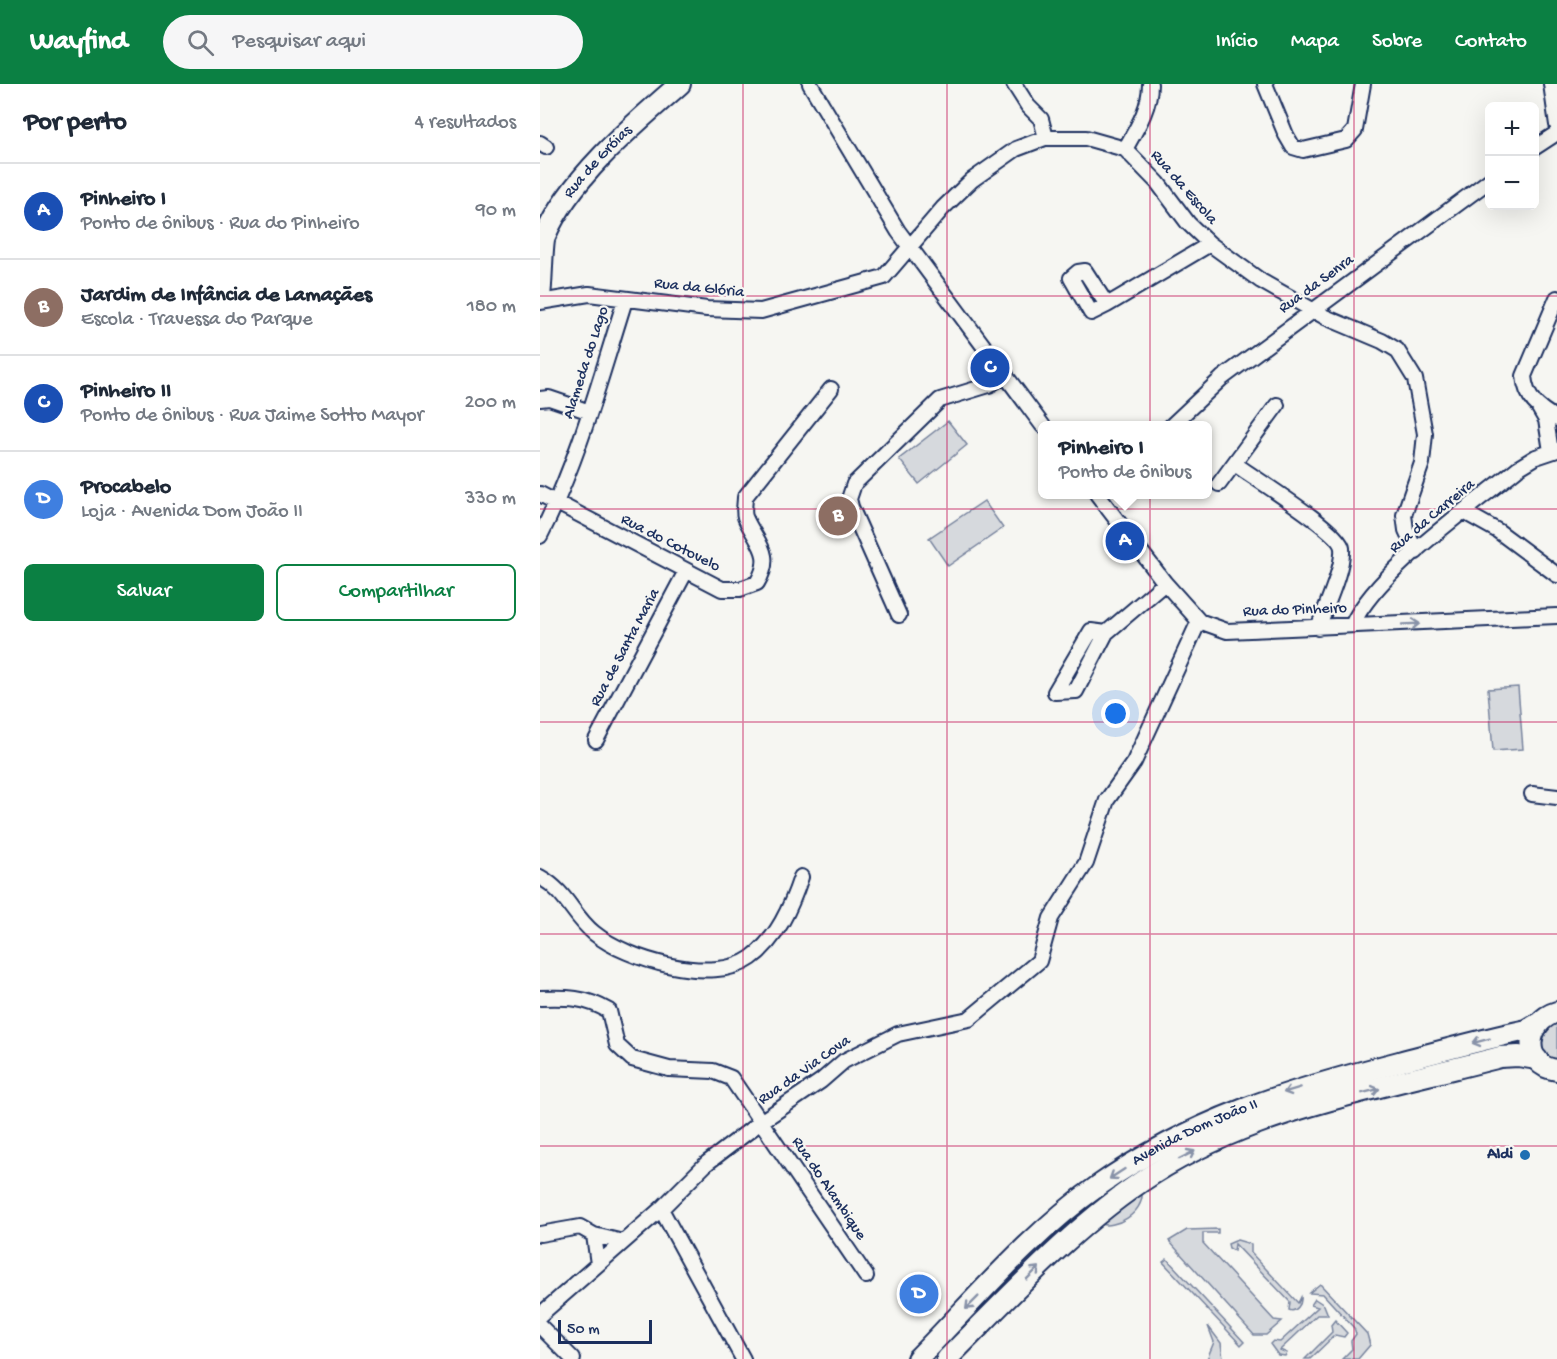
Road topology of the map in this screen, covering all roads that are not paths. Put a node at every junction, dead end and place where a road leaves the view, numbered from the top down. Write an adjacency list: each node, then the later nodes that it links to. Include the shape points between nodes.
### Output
1 (680, 84): 14 (main road, Rua de Gróias, via 597,163)
2 (810, 84): 16 (street)
3 (1014, 84): 10 (street, via 1041,119)
4 (1150, 84): 12 (street, via 1150,98)
5 (1264, 84): 6 (street, via 1293,147 1304,150 1346,140 1355,130)
6 (1363, 84)
7 (1551, 84): 8 (street)
8 (1557, 125)
9 (1557, 133): 11 (street)
10 (1046, 138): 12 (street, Rua da Escola, via 1086,138); 16 (street, Rua da Escola, via 1016,149 972,180)
11 (1539, 145)
12 (1125, 149): 15 (street, Rua da Escola, via 1158,183 1188,224)
13 (1485, 184): 22 (street, Rua da Senra)
14 (542, 237): 17 (main road, Rua de Gróias)
15 (1210, 244): 21 (street); 22 (street, Rua da Escola, via 1261,281)
16 (910, 247): 19 (street, Rua da Glória, via 884,277 761,311); 23 (street)
17 (540, 296)
18 (1557, 298): 27 (street, Rua da Carreira, via 1524,376 1528,394)
19 (625, 300): 20 (street, Rua da Glória, via 589,294); 28 (street, Alameda do Lago)
20 (540, 302)
21 (1107, 305)
22 (1312, 309): 31 (street, Rua da Senra, via 1222,378); 40 (street, Rua da Escola, via 1397,350 1415,379 1425,434 1422,463 1404,515)
23 (1006, 375): 30 (street); 44 (street, via 989,385 940,400 850,492 851,507)
24 (831, 389): 41 (street, Rua do Cotovelo, via 745,497 744,515 759,540 765,560 765,570 757,583 740,589 722,589)
25 (540, 399): 28 (street, via 549,398)
26 (1277, 405): 33 (street)
27 (1539, 408): 29 (street); 32 (street, Rua da Carreira)
28 (590, 412): 37 (street, Alameda do Lago)
29 (1557, 419)
30 (1039, 421)
31 (1176, 421)
32 (1554, 451): 38 (street, Rua da Carreira, via 1518,468)
33 (1235, 464): 34 (street); 48 (street, via 1335,534 1342,547)
34 (1220, 484)
35 (540, 495): 37 (street, Rua do Cotovelo)
36 (1104, 499): 43 (street, Rua do Pinheiro)
37 (556, 504): 39 (street, Alameda do Lago); 41 (street, Rua do Cotovelo)
38 (1464, 512): 40 (street, Rua da Carreira); 42 (street, via 1498,531)
39 (540, 536)
40 (1416, 552): 47 (street, Rua da Carreira, via 1382,583)
41 (686, 571): 50 (street, Rua de Santa Maria)
42 (1557, 575)
43 (1165, 583): 46 (street, Rua do Pinheiro); 49 (street)
44 (899, 615)
45 (1557, 616): 47 (street, Rua do Pinheiro, one-way to 45)
46 (1199, 621): 48 (street, Rua do Pinheiro, via 1227,631); 59 (street, Rua da Via Cova, via 1134,762 1107,800 1086,863 1051,918 1039,961 969,1019 898,1034 862,1051)
47 (1352, 625): 48 (street, Rua do Pinheiro)
48 (1318, 628)
49 (1106, 633): 49 (street, via 1091,631 1055,692 1076,691)
50 (596, 740)
51 (1532, 794): 52 (street)
52 (1557, 797)
53 (540, 877): 54 (street, via 562,892 585,925 605,941 658,962 705,969 740,964 764,945 787,914)
54 (801, 877)
55 (540, 998): 59 (street, Rua do Alambique, via 575,996 594,1002 609,1011 617,1045 632,1059 669,1069 713,1071 731,1078)
56 (1557, 1012): 57 (main road, Avenida Dom João II)
57 (1537, 1024): 58 (main road, Avenida Dom João II, via 1531,1037 1532,1051); 70 (main road, Avenida Dom João II, one-way to 70, via 1527,1030 1282,1094 1159,1146 1098,1186 1036,1239)
58 (1550, 1069): 71 (main road, Avenida Dom João II, one-way to 58, via 1053,1252 1152,1175 1224,1137 1296,1110 1500,1057 1518,1056)
59 (762, 1121): 60 (street, Rua da Via Cova, via 707,1163); 65 (street, Rua do Alambique)
60 (661, 1209): 63 (street, Rua da Via Cova); 69 (street)
61 (540, 1234): 62 (street, via 580,1227)
62 (594, 1235): 63 (street); 64 (street)
63 (623, 1242): 64 (street, Rua da Via Cova)
64 (598, 1264): 66 (street, Rua da Via Cova)
65 (866, 1276)
66 (540, 1315)
67 (540, 1326): 68 (street)
68 (573, 1359)
69 (743, 1359)
70 (917, 1359)
71 (947, 1359)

GOAL OF THE EXERCISE:
Reproduce the whole listing verbatim. Pictures stay out of the copy.

YOUR SOLUTION:
Road topology of the map in this screen, covering all roads that are not paths. Put a node at every junction, dead end and place where a road leaves the view, numbered from the top down. Write an adjacency list: each node, then the later nodes that it links to. Include the shape points between nodes.
### Output
1 (680, 84): 14 (main road, Rua de Gróias, via 597,163)
2 (810, 84): 16 (street)
3 (1014, 84): 10 (street, via 1041,119)
4 (1150, 84): 12 (street, via 1150,98)
5 (1264, 84): 6 (street, via 1293,147 1304,150 1346,140 1355,130)
6 (1363, 84)
7 (1551, 84): 8 (street)
8 (1557, 125)
9 (1557, 133): 11 (street)
10 (1046, 138): 12 (street, Rua da Escola, via 1086,138); 16 (street, Rua da Escola, via 1016,149 972,180)
11 (1539, 145)
12 (1125, 149): 15 (street, Rua da Escola, via 1158,183 1188,224)
13 (1485, 184): 22 (street, Rua da Senra)
14 (542, 237): 17 (main road, Rua de Gróias)
15 (1210, 244): 21 (street); 22 (street, Rua da Escola, via 1261,281)
16 (910, 247): 19 (street, Rua da Glória, via 884,277 761,311); 23 (street)
17 (540, 296)
18 (1557, 298): 27 (street, Rua da Carreira, via 1524,376 1528,394)
19 (625, 300): 20 (street, Rua da Glória, via 589,294); 28 (street, Alameda do Lago)
20 (540, 302)
21 (1107, 305)
22 (1312, 309): 31 (street, Rua da Senra, via 1222,378); 40 (street, Rua da Escola, via 1397,350 1415,379 1425,434 1422,463 1404,515)
23 (1006, 375): 30 (street); 44 (street, via 989,385 940,400 850,492 851,507)
24 (831, 389): 41 (street, Rua do Cotovelo, via 745,497 744,515 759,540 765,560 765,570 757,583 740,589 722,589)
25 (540, 399): 28 (street, via 549,398)
26 (1277, 405): 33 (street)
27 (1539, 408): 29 (street); 32 (street, Rua da Carreira)
28 (590, 412): 37 (street, Alameda do Lago)
29 (1557, 419)
30 (1039, 421)
31 (1176, 421)
32 (1554, 451): 38 (street, Rua da Carreira, via 1518,468)
33 (1235, 464): 34 (street); 48 (street, via 1335,534 1342,547)
34 (1220, 484)
35 (540, 495): 37 (street, Rua do Cotovelo)
36 (1104, 499): 43 (street, Rua do Pinheiro)
37 (556, 504): 39 (street, Alameda do Lago); 41 (street, Rua do Cotovelo)
38 (1464, 512): 40 (street, Rua da Carreira); 42 (street, via 1498,531)
39 (540, 536)
40 (1416, 552): 47 (street, Rua da Carreira, via 1382,583)
41 (686, 571): 50 (street, Rua de Santa Maria)
42 (1557, 575)
43 (1165, 583): 46 (street, Rua do Pinheiro); 49 (street)
44 (899, 615)
45 (1557, 616): 47 (street, Rua do Pinheiro, one-way to 45)
46 (1199, 621): 48 (street, Rua do Pinheiro, via 1227,631); 59 (street, Rua da Via Cova, via 1134,762 1107,800 1086,863 1051,918 1039,961 969,1019 898,1034 862,1051)
47 (1352, 625): 48 (street, Rua do Pinheiro)
48 (1318, 628)
49 (1106, 633): 49 (street, via 1091,631 1055,692 1076,691)
50 (596, 740)
51 (1532, 794): 52 (street)
52 (1557, 797)
53 (540, 877): 54 (street, via 562,892 585,925 605,941 658,962 705,969 740,964 764,945 787,914)
54 (801, 877)
55 (540, 998): 59 (street, Rua do Alambique, via 575,996 594,1002 609,1011 617,1045 632,1059 669,1069 713,1071 731,1078)
56 (1557, 1012): 57 (main road, Avenida Dom João II)
57 (1537, 1024): 58 (main road, Avenida Dom João II, via 1531,1037 1532,1051); 70 (main road, Avenida Dom João II, one-way to 70, via 1527,1030 1282,1094 1159,1146 1098,1186 1036,1239)
58 (1550, 1069): 71 (main road, Avenida Dom João II, one-way to 58, via 1053,1252 1152,1175 1224,1137 1296,1110 1500,1057 1518,1056)
59 (762, 1121): 60 (street, Rua da Via Cova, via 707,1163); 65 (street, Rua do Alambique)
60 (661, 1209): 63 (street, Rua da Via Cova); 69 (street)
61 (540, 1234): 62 (street, via 580,1227)
62 (594, 1235): 63 (street); 64 (street)
63 (623, 1242): 64 (street, Rua da Via Cova)
64 (598, 1264): 66 (street, Rua da Via Cova)
65 (866, 1276)
66 (540, 1315)
67 (540, 1326): 68 (street)
68 (573, 1359)
69 (743, 1359)
70 (917, 1359)
71 (947, 1359)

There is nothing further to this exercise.